Bergische Universität Wuppertal – Institute for Security Systems (ISS)

FU Berlin - Disaster Research Unit (DRU)

Associated Partners:

City of Stuttgart

City of Wuppertal

Deutsch-Europäisches Forum für Urbane Sicherheit / German-European Forum for Urban Security (DEFUS)

Deutscher Präventionstag - Annual International Forum (DPTAIF)

Term:
Jun 15, 2014 — Jun 14, 2017

Sub-Project: Vulnerability, Safety, and Security in a Just City

Source:Flickr, Hipnos, Creative Commons Licence

The theoretical and empirical aim of the sub-project is to generate in-depth understanding of the habitational and residential conditions of the various social milieus, which should then give forth to conclusions about the relationship between the subjective and objectified conceptions of safety and security. Upon the basis of our theoretical analysis, the principle practical goal of the project is to develop a process for negotiation, with which a (more) just distribution of safety and security in the city can be achieved.

To achieve these overarching objectives of the project, various theoretical approaches (security, vulnerability and milieu research, theory of space, and urban sociology) will be applied, combined, and consolidated into a theoretical framework. Taking advantage of the foundational insights as provided by disaster research, the projects aims to develop novel indicators to measure the subjective perceptions of safety, security, and vulnerability, as well as indicators for ascertaining resource related vulnerability.

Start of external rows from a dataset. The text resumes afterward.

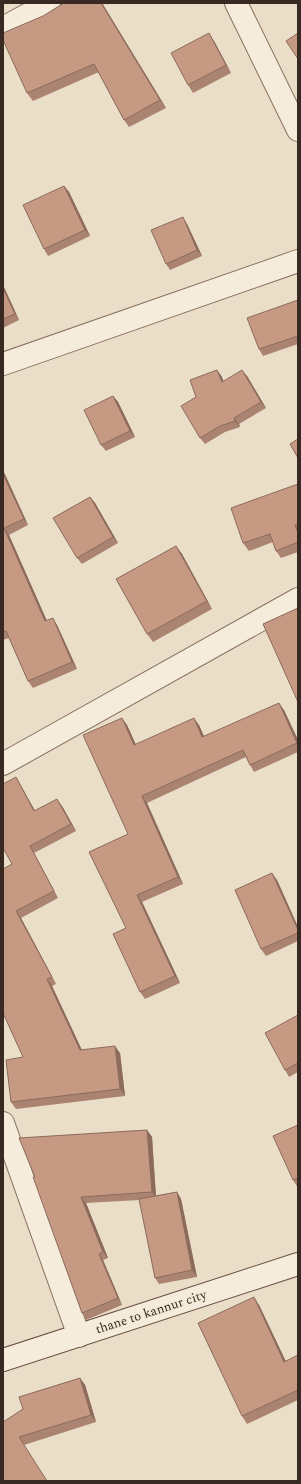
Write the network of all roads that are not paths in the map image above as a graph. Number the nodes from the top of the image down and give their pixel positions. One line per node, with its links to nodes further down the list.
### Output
1 (49, 3): 3 (street)
2 (236, 3): 4 (street)
3 (3, 28)
4 (298, 130)
5 (298, 261): 6 (street)
6 (3, 364)
7 (298, 599): 8 (street)
8 (3, 764)
9 (3, 1123): 11 (street)
10 (298, 1264): 11 (street, thane to kannur city)
11 (79, 1336): 12 (street, thane to kannur city)
12 (3, 1360)

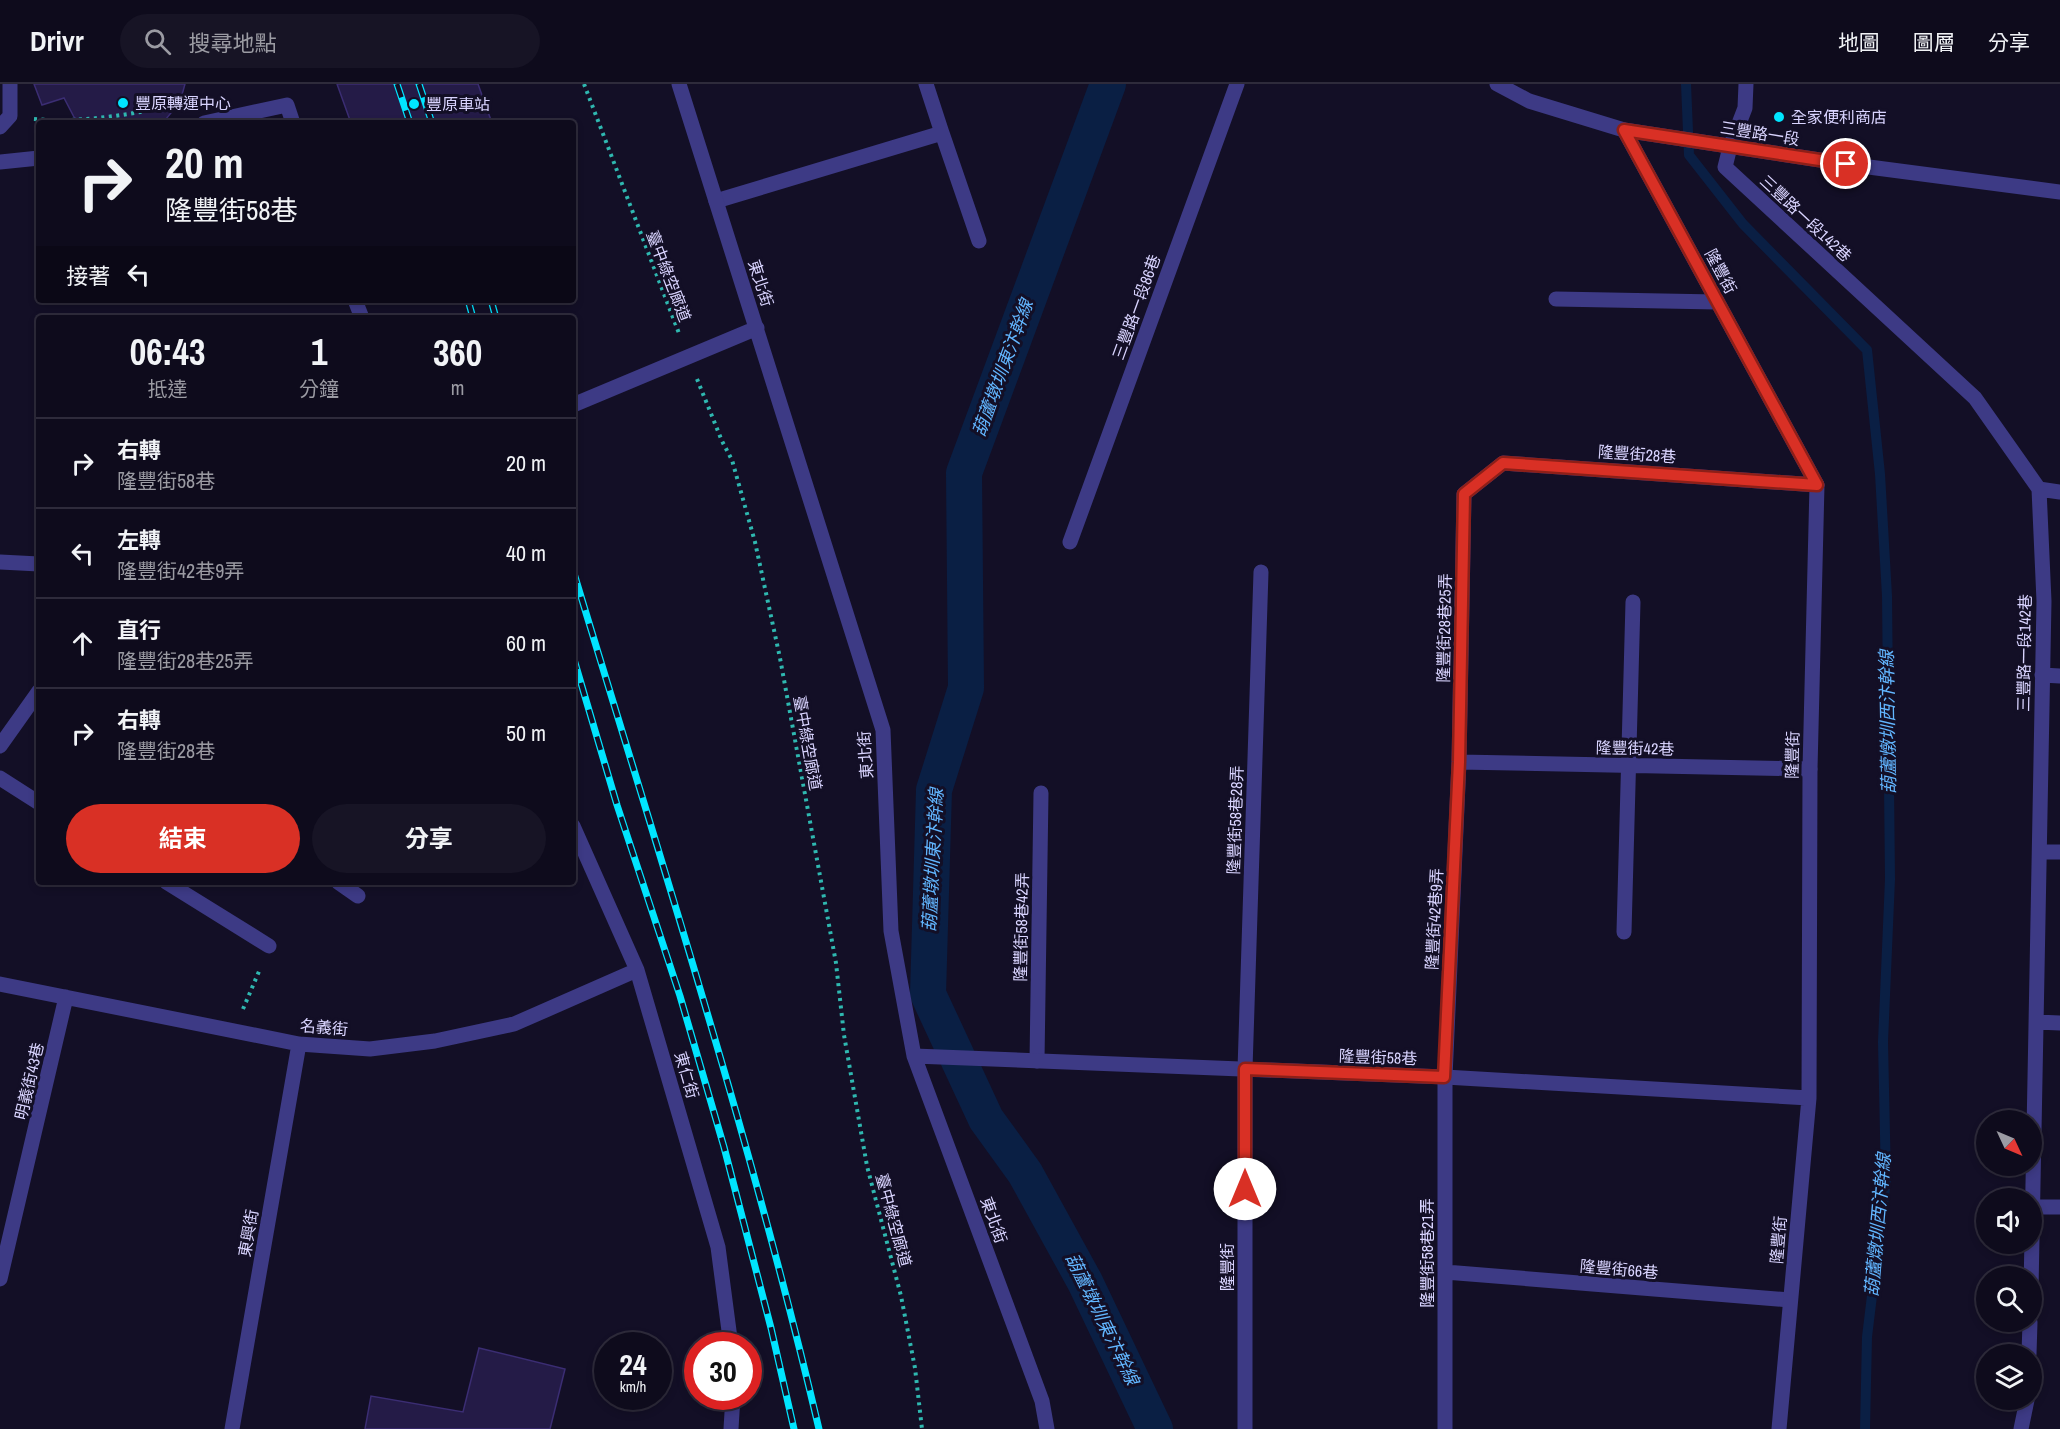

In order to paint a picture of proper depth and breadth, we are combining both quantitative and qualitative methodologies in our empirical investigation.

  1. During the statistical evaluation we will investigate relations between differing characteristics of subjective safety, security, and vulnerability perceptions, as well as the connection to social milieus.
  2. Although feelings of unsafety may compel people to avoid certain spaces, the measures put in place to produce or enact safety and security can themselves also have exclusionary consequences. Therefore, the project will investigate the relationship safety perception have with the spatial distribution of social milieus, as well as derive various insights as to the relationship between segregation processes and safety perception.
  3. Due to the fact that (un)safety/(in)security is unequally distributed within cities and the fact that agencies and organizations tasked with public safety and security develop their own understanding of the situation with specific subjective criteria, our project will juxtapose the perspectives of the urban residents with the risk assessments from said organizations.
  4. Through the evaluation of qualitative datasets we give special attention to the perception of vulnerability, safety, and security from influential regulatory, normative, and cognitive institutions, as well as closely examine the causes which change perceptions of unsafety.

This catalogue of research points touches upon many important questions: questions which concern the contemporary and future just distribution of safety and security in cities and the politics of planning thereof.